Six coaches were hired in roughly 36 hours. A whopping 38% of SEC teams got new leadership during a window shorter than the window many of us take between showers.
To say that it’s a new era of the SEC would be an understatement.
Alex Golesh, Ryan Silverfield, Jon Sumrall, Will Stein, Pete Golding and Lane Kiffin, who becomes the first person to ever coach 3 different SEC schools, represent the new wave of the SEC. Time will tell if the cycle will be remembered fondly, or if it’ll be considered a slew of head-scratching decisions. We’ll play the results on that. For what it’s worth, the last time that the SEC had a major coaching shakeup with 4 moves after the 2019 season, it gave us Eli Drinkwitz, Mike Leach, Sam Pittman and of course, Kiffin. Technically, Pittman was the only coach in that group who was fired, and that didn’t happen until Year 6.
The post-2025 SEC coaching carousel yielded a ton of takeaways.
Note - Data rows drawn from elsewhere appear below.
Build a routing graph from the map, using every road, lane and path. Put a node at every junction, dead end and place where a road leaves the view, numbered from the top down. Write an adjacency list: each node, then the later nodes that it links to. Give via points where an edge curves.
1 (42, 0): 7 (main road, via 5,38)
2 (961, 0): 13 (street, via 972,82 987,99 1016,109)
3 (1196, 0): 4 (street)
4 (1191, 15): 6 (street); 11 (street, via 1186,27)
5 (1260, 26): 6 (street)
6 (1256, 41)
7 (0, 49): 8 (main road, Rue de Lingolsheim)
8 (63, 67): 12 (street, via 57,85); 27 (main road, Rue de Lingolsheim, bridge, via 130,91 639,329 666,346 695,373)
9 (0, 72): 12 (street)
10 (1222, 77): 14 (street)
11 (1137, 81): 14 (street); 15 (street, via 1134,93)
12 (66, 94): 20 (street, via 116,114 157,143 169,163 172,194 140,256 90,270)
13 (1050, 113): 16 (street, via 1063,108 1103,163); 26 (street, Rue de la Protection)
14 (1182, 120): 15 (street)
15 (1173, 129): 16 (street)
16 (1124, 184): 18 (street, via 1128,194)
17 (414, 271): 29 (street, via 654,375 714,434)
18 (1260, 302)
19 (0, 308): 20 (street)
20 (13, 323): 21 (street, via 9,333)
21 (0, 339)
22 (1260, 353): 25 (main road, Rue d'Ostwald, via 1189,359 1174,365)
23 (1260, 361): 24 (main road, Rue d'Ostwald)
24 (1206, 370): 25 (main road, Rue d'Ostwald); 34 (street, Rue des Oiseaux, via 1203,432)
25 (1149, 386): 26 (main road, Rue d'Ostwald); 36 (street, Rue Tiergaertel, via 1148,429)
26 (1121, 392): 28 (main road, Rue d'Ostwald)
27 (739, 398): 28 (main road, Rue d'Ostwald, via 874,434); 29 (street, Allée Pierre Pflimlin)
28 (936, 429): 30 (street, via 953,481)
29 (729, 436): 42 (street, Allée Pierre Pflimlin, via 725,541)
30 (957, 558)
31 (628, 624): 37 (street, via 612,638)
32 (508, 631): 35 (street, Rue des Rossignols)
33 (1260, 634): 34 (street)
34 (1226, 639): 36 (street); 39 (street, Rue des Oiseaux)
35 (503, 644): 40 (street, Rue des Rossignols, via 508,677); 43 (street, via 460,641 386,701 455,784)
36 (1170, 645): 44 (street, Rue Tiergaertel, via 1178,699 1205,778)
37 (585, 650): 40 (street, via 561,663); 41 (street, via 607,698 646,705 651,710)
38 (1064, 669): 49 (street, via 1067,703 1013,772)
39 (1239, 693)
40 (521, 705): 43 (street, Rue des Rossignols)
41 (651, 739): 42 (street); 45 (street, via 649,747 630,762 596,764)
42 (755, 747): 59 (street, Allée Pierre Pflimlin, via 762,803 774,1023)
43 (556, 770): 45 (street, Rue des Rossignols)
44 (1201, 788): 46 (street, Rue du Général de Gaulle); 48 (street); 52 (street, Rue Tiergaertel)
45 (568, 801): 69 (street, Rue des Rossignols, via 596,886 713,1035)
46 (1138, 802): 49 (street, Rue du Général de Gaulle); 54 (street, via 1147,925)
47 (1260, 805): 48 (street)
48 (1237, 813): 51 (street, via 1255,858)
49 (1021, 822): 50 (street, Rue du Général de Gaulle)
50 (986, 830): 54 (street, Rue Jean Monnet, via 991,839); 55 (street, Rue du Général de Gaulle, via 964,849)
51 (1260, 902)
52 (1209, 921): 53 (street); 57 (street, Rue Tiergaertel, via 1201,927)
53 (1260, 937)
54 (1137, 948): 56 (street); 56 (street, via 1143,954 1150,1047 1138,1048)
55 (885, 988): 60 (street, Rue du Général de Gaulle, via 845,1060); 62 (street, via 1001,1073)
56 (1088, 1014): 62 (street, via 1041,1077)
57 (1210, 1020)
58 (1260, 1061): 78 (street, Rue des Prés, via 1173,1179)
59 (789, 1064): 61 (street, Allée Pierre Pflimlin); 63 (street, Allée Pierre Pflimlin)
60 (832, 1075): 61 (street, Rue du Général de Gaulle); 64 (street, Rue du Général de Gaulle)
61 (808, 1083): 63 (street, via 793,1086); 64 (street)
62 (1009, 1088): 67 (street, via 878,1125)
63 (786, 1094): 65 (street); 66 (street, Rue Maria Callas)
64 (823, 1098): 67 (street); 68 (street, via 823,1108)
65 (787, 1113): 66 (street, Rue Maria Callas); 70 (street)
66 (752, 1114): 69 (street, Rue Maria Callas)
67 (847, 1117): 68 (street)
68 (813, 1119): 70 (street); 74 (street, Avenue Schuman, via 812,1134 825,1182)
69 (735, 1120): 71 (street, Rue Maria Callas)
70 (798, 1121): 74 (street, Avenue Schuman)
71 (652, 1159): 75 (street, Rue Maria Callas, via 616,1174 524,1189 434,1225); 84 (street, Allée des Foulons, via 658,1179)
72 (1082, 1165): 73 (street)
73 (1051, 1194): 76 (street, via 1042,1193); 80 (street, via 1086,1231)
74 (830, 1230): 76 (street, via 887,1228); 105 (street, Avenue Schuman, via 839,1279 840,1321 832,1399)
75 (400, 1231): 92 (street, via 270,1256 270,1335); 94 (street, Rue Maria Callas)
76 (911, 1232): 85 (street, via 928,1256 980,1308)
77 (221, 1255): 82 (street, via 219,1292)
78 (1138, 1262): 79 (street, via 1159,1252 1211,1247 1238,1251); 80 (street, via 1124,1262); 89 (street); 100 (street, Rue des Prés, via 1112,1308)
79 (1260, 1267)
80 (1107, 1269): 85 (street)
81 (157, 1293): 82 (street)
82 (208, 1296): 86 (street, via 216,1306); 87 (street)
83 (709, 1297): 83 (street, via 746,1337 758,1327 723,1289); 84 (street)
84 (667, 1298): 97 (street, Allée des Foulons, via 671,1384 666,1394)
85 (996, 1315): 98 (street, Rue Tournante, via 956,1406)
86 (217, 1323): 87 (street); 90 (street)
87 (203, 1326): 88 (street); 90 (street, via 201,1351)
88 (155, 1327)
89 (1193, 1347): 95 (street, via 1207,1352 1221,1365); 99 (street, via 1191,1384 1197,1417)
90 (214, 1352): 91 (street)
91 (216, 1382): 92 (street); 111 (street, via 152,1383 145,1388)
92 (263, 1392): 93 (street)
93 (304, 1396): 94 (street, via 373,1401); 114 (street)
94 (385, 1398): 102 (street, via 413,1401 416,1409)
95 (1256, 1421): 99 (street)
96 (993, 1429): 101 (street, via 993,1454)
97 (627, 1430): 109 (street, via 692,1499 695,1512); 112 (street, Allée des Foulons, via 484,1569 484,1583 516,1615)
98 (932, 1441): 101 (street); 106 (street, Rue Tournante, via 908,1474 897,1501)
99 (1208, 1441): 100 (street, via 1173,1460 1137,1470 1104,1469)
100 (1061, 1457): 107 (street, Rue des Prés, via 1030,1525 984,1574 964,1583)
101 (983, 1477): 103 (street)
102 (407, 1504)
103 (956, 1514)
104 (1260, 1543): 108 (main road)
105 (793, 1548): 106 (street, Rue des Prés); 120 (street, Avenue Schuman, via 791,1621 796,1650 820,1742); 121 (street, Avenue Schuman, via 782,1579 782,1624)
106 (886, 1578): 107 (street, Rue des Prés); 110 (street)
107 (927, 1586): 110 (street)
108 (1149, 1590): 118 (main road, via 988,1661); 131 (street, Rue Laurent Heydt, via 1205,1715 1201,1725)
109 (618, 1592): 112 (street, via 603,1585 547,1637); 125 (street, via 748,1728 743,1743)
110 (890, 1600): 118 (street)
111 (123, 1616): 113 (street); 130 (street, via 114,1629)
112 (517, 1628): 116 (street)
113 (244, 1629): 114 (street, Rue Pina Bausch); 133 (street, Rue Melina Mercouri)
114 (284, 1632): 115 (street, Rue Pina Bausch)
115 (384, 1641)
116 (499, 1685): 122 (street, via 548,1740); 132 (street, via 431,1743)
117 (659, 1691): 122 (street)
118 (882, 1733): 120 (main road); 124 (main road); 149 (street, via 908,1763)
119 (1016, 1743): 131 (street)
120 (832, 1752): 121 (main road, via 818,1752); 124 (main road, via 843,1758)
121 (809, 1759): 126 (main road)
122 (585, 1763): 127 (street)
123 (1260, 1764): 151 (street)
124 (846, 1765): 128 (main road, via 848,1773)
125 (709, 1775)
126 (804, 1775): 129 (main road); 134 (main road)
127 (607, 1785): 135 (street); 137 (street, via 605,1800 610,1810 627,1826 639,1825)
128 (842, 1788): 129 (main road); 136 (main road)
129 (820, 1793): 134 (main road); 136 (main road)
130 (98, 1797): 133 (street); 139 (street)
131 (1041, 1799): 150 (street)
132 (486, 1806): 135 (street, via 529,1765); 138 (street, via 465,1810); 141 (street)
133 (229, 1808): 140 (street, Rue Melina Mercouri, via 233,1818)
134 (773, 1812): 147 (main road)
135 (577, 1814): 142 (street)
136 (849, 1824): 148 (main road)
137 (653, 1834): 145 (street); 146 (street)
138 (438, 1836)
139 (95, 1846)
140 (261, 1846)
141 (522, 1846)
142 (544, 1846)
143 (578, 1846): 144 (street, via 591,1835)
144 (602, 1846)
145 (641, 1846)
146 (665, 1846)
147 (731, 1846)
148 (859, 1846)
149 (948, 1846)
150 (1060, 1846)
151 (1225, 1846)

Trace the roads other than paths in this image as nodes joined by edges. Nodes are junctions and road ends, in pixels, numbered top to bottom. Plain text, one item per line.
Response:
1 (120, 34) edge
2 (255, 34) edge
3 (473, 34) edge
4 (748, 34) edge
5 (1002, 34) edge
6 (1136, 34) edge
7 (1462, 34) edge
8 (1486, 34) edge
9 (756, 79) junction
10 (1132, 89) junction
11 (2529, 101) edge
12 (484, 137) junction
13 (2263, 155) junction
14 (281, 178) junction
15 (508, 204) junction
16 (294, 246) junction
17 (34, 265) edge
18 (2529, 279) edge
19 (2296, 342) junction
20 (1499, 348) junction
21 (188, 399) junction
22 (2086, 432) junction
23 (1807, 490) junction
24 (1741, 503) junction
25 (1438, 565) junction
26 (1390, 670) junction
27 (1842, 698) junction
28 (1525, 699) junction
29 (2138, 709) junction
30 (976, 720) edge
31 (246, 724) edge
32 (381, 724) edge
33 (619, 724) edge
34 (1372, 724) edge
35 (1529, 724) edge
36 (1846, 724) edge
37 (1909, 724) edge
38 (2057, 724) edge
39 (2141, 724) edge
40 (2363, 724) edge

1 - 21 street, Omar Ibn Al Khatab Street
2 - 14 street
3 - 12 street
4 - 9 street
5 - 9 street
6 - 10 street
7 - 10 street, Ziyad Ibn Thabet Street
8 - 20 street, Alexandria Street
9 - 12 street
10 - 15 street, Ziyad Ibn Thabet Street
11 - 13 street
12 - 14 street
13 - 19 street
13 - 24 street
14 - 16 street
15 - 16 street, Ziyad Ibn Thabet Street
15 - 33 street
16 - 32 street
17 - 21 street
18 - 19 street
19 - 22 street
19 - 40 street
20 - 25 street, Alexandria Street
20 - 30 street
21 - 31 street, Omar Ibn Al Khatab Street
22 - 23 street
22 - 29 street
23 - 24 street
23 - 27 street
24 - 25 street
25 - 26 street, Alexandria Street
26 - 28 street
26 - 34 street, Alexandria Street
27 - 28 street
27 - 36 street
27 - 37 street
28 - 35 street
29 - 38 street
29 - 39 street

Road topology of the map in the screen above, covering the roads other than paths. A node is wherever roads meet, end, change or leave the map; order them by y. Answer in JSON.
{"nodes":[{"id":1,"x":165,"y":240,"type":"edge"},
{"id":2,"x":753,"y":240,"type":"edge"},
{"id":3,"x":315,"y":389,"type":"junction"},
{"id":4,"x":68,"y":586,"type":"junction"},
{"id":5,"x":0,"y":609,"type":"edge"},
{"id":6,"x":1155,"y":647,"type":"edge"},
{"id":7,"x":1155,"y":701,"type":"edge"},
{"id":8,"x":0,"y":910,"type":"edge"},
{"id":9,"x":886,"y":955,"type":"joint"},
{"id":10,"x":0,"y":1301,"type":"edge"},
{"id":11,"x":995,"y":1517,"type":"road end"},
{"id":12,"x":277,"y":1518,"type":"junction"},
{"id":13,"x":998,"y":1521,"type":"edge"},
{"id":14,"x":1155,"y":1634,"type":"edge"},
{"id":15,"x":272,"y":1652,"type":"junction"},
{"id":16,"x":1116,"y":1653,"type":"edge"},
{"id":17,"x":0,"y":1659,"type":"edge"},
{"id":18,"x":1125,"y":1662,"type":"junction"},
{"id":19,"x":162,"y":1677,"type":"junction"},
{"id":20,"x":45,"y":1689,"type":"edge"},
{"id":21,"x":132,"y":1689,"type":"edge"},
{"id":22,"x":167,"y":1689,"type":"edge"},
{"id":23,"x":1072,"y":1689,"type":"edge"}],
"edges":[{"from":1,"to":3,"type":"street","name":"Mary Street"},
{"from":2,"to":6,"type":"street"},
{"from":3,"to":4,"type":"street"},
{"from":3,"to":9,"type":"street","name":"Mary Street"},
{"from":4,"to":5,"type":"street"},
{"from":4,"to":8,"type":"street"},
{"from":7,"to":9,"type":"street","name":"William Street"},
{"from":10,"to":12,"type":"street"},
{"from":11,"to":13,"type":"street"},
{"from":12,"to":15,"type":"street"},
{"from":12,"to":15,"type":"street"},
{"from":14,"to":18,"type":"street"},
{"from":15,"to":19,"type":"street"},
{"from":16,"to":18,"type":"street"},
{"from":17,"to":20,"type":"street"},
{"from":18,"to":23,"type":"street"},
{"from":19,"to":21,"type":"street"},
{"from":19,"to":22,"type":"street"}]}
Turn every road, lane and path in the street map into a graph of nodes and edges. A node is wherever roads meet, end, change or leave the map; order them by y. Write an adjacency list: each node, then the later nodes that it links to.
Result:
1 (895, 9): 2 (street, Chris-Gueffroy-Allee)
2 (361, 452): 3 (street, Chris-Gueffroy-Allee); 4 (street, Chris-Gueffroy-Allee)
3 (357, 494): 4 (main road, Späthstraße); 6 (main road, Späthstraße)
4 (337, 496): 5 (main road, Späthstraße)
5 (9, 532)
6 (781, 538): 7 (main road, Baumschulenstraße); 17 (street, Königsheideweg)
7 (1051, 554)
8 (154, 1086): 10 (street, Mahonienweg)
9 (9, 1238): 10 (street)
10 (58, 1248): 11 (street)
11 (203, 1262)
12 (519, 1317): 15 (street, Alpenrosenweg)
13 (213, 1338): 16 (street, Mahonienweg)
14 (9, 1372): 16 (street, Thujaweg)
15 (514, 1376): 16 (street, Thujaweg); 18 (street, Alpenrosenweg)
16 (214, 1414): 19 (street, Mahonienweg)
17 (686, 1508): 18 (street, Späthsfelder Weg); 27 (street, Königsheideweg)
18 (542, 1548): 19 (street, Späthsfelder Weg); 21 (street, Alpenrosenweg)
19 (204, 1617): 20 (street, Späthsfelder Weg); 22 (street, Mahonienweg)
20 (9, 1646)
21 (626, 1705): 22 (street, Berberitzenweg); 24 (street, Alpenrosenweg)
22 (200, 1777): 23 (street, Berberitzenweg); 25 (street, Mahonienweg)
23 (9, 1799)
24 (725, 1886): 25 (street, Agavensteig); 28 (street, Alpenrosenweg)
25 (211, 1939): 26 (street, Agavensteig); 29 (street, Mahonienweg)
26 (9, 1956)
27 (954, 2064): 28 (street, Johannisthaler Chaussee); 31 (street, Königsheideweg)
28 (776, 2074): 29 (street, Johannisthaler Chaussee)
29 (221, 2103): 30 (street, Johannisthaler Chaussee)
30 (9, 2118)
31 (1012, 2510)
Here are some wild stats about the new SEC coaching fraternity:
Mark Stoops’ firing means Eli Drinkwitz is the second-longest tenured coach in the SEC
Maybe you’ll disagree, but I think that’s more of a revelation than Kirby Smart being the new elder statesman of the SEC. While it’s strange to process that a 49-year-old is the longest-tenured SEC coach, Smart has been the obvious top dog in the conference since Nick Saban‘s retirement. It’s not breaking news to suggest that Smart has the best — and now longest — résumé among SEC coaches.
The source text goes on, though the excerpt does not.